Geoffrey Wells was born in the gold mining town of Welkom, in South Africa. The Wells family moved to various mines in South Africa and Ghana as a result of his father’s consulting work as a mining engineer and contractor in the field of shaft sinking and tunneling. When he was a young teenager, the family moved to a farm, and eventually back to Johannesburg where his father joined the university as professor of mining engineering. Geoffrey’s mother is of French and English descent. Her forefathers came to South Africa in the 1820s. She speaks several African languages and would delight Geoffrey and his sisters with stories of childhood days spent with Xhosa tribal friends.
Geoffrey’s young teenage years were split between boarding school and farm life. On the farm, at the age of thirteen, he learned to drive, operate a tractor, and plow a field. He was taught to milk a cow by a farm worker. Family dinners were events as Geoffrey and his three sisters were encouraged to engage in conversation and debate with their parents on any subject that might arise. There were times when the dishes were pushed aside to make way for an encyclopedia, reference books and novels. After dinner his father would read to them; classics such as Robinson Crusoe and The Wind in the Willows. Or his mother would tell stories of her years growing up with her six brothers.
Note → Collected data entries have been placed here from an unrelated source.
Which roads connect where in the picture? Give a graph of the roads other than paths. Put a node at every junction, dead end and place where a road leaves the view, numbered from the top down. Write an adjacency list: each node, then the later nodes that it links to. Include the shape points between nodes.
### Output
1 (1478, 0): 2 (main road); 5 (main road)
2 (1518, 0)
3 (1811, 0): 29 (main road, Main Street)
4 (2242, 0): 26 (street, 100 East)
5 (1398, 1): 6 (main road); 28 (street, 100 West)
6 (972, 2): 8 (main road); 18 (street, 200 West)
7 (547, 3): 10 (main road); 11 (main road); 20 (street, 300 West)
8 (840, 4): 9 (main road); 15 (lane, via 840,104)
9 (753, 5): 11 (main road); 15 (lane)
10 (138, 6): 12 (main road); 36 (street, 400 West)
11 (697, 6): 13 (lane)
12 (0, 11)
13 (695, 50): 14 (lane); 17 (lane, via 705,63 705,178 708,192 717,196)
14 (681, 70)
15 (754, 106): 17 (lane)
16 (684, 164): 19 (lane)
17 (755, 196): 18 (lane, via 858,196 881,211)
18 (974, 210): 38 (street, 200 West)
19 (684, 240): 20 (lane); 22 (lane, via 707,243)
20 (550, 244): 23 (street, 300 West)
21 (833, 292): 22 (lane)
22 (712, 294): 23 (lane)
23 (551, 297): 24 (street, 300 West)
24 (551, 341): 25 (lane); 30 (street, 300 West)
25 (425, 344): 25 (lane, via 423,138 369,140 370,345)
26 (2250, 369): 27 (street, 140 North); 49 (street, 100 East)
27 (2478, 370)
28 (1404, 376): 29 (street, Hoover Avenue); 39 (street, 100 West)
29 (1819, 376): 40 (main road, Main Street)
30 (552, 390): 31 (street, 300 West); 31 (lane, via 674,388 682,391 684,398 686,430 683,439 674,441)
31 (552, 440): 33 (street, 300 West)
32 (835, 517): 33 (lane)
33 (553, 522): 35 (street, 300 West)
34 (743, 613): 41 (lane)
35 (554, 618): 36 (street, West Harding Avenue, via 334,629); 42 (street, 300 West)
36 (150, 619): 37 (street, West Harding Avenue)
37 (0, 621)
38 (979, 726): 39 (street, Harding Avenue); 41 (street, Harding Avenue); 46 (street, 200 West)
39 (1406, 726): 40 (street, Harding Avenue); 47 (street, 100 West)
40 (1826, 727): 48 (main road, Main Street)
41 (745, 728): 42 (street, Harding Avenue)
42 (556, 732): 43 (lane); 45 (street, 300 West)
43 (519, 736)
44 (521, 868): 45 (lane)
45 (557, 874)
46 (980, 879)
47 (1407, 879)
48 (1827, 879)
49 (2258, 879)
While at boarding school, Geoffrey learned the pain and joy in cross country running and rugby. When the family moved back to Johannesburg, Geoffrey started playing drums with a guitarist friend, and soon a band came together–they started playing Neil Diamond and disbanded a few years later playing Jimi Hendricks and Cream. But the outdoors called, and at South Africa’s version of the Outward Bound School Geoffrey served as one of four team leaders. He and a friend climbed Giant’s Castle in the Drakensberg Mountains. (In 2003, two years to the day after 9-11, Geoffrey and the same friend climbed to the top of Kilimanjaro.)
After high school he was conscripted into the South African army doing his basic training with a commando unit based at the edge of the Kalahari Desert. He fell in love with the desert nights and sleeping under the stars. Geoffrey was called up during the Angolan war to defend the border from insurgent communist rebels and Cuban mercenaries. He reported to a psychotic captain who ordered him to serve as quartermaster and intelligence clerk. In doing so, he saw the horrific photographs of the atrocities perpetrated by both sides.